══ PROVIDED DATA

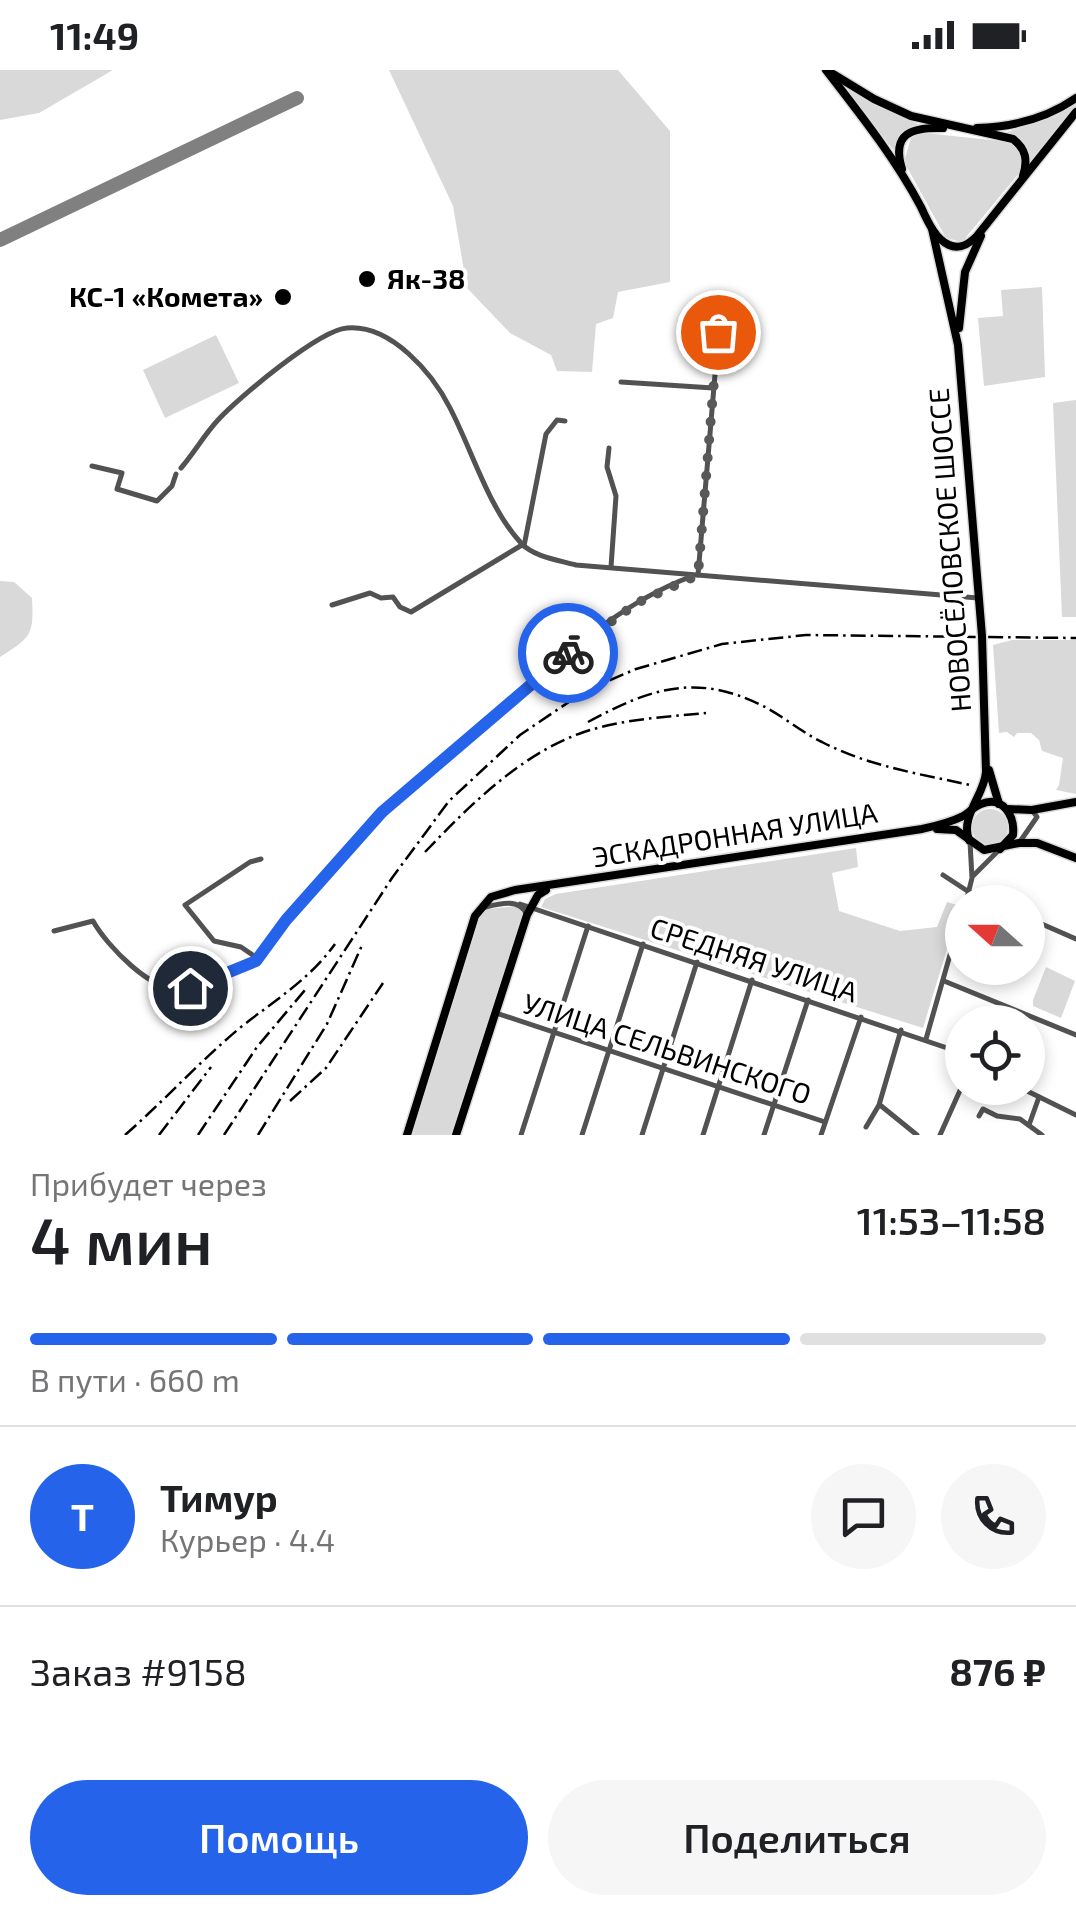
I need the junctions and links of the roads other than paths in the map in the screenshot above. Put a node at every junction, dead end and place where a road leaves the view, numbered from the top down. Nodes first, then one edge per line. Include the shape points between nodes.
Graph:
1 (827, 70) edge
2 (1076, 98) edge
3 (1076, 112) edge
4 (963, 129) junction
5 (903, 174) junction
6 (1016, 188) junction
7 (991, 219) junction
8 (932, 229) junction
9 (720, 304) dead end
10 (958, 342) junction
11 (621, 382) dead end
12 (714, 388) junction
13 (565, 421) dead end
14 (609, 448) dead end
15 (92, 466) dead end
16 (523, 545) junction
17 (611, 567) junction
18 (655, 571) junction
19 (698, 575) junction
20 (661, 590) junction
21 (978, 598) junction
22 (332, 605) dead end
23 (986, 756) junction
24 (1076, 802) edge
25 (1003, 806) junction
26 (975, 808) junction
27 (1032, 810) junction
28 (922, 829) junction
29 (970, 840) junction
30 (1018, 843) junction
31 (1000, 849) junction
32 (1076, 858) edge
33 (261, 859) dead end
34 (943, 875) dead end
35 (972, 878) junction
36 (958, 885) edge
37 (970, 885) edge
38 (555, 886) junction
39 (526, 889) junction
40 (527, 908) junction
41 (479, 909) junction
42 (1045, 925) edge
43 (588, 926) junction
44 (54, 931) dead end
45 (1076, 939) edge
46 (642, 944) junction
47 (257, 958) junction
48 (697, 962) junction
49 (945, 977) edge
50 (752, 980) junction
51 (944, 981) junction
52 (808, 999) junction
53 (496, 1013) junction
54 (860, 1017) junction
55 (930, 1028) junction
56 (902, 1030) junction
57 (554, 1032) junction
58 (1076, 1035) edge
59 (918, 1036) junction
60 (930, 1040) junction
61 (945, 1046) edge
62 (609, 1050) junction
63 (664, 1068) junction
64 (719, 1086) junction
65 (1045, 1101) edge
66 (879, 1104) junction
67 (953, 1105) edge
68 (1036, 1105) edge
69 (774, 1106) junction
70 (1076, 1114) edge
71 (980, 1116) dead end
72 (826, 1122) junction
73 (1029, 1124) junction
74 (866, 1127) dead end
75 (408, 1135) edge
76 (456, 1135) edge
77 (521, 1135) edge
78 (582, 1135) edge
79 (642, 1135) edge
80 (703, 1135) edge
81 (764, 1135) edge
82 (822, 1135) edge
83 (917, 1135) edge
84 (940, 1135) edge
85 (1042, 1135) edge

1 - 4 main road via 889,107
1 - 5 main road
2 - 4 main road via 1030,121
3 - 6 main road
4 - 5 main road via 912,130 898,151
4 - 6 main road via 1022,146 1026,167
5 - 8 main road
6 - 7 main road
7 - 8 main road via 963,246 944,243
7 - 10 main road, НОВОСЁЛОВСКОЕ ШОССЕ via 965,272
8 - 10 main road, НОВОСЁЛОВСКОЕ ШОССЕ
9 - 12 street
10 - 21 main road, НОВОСЁЛОВСКОЕ ШОССЕ
11 - 12 street
12 - 19 street
13 - 16 street via 557,420 546,434
14 - 17 street via 616,496
15 - 16 street via 122,474 118,489 158,501 217,421 298,352 332,332 360,330 390,340 435,381 501,515
16 - 17 street via 576,566
16 - 22 street via 411,612 393,597 370,593
17 - 18 street
18 - 19 street
18 - 20 street via 666,578
19 - 20 street
19 - 21 street
20 - 47 street via 568,652 386,809
21 - 23 main road, НОВОСЁЛОВСКОЕ ШОССЕ
23 - 25 main road, НОВОСЁЛОВСКОЕ ШОССЕ
23 - 26 main road, НОВОСЁЛОВСКОЕ ШОССЕ
24 - 27 main road
25 - 26 main road via 987,802
25 - 27 main road
25 - 31 main road via 1014,820 1013,835
26 - 28 main road
26 - 29 main road via 966,824
27 - 30 street via 1036,817
28 - 29 main road via 950,828
28 - 38 main road, ЭСКАДРОННАЯ УЛИЦА
29 - 31 main road via 984,850
29 - 35 street
30 - 31 main road
30 - 32 main road
31 - 35 street
33 - 47 street via 185,905 214,941
34 - 36 street
35 - 37 street
38 - 39 main road, ЭСКАДРОННАЯ УЛИЦА
38 - 40 main road
39 - 40 street
39 - 41 main road, ЭСКАДРОННАЯ УЛИЦА via 491,897
40 - 41 street
40 - 43 street, СРЕДНЯЯ УЛИЦА
40 - 53 main road
41 - 75 main road
42 - 45 street
43 - 46 street, СРЕДНЯЯ УЛИЦА
43 - 57 street
44 - 47 street via 92,921 143,975 180,991
46 - 48 street, СРЕДНЯЯ УЛИЦА
46 - 62 street
48 - 50 street, СРЕДНЯЯ УЛИЦА
48 - 63 street
49 - 51 street
50 - 52 street, СРЕДНЯЯ УЛИЦА
50 - 64 street
51 - 55 street
51 - 58 street
52 - 54 street, СРЕДНЯЯ УЛИЦА
52 - 69 street
53 - 57 street, УЛИЦА СЕЛЬВИНСКОГО
53 - 76 main road
54 - 56 street, СРЕДНЯЯ УЛИЦА
54 - 72 street
55 - 59 street
55 - 60 street
56 - 59 street, СРЕДНЯЯ УЛИЦА
56 - 66 street
57 - 62 street, УЛИЦА СЕЛЬВИНСКОГО
57 - 77 street
59 - 60 street, СРЕДНЯЯ УЛИЦА
60 - 61 street, СРЕДНЯЯ УЛИЦА
62 - 63 street, УЛИЦА СЕЛЬВИНСКОГО
62 - 78 street
63 - 64 street, УЛИЦА СЕЛЬВИНСКОГО
63 - 79 street
64 - 69 street, УЛИЦА СЕЛЬВИНСКОГО
64 - 80 street
65 - 70 street
66 - 74 street
66 - 83 street
67 - 84 street
68 - 73 street
69 - 72 street, УЛИЦА СЕЛЬВИНСКОГО
69 - 81 street
71 - 73 street via 983,1109
72 - 82 street
73 - 85 street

════

### PROBLEM REQUIREMENTS
For this exercise, copy every line of the data that holds "ШОССЕ".

### REPLY TO THE TASK
7 - 10 main road, НОВОСЁЛОВСКОЕ ШОССЕ via 965,272
8 - 10 main road, НОВОСЁЛОВСКОЕ ШОССЕ
10 - 21 main road, НОВОСЁЛОВСКОЕ ШОССЕ
21 - 23 main road, НОВОСЁЛОВСКОЕ ШОССЕ
23 - 25 main road, НОВОСЁЛОВСКОЕ ШОССЕ
23 - 26 main road, НОВОСЁЛОВСКОЕ ШОССЕ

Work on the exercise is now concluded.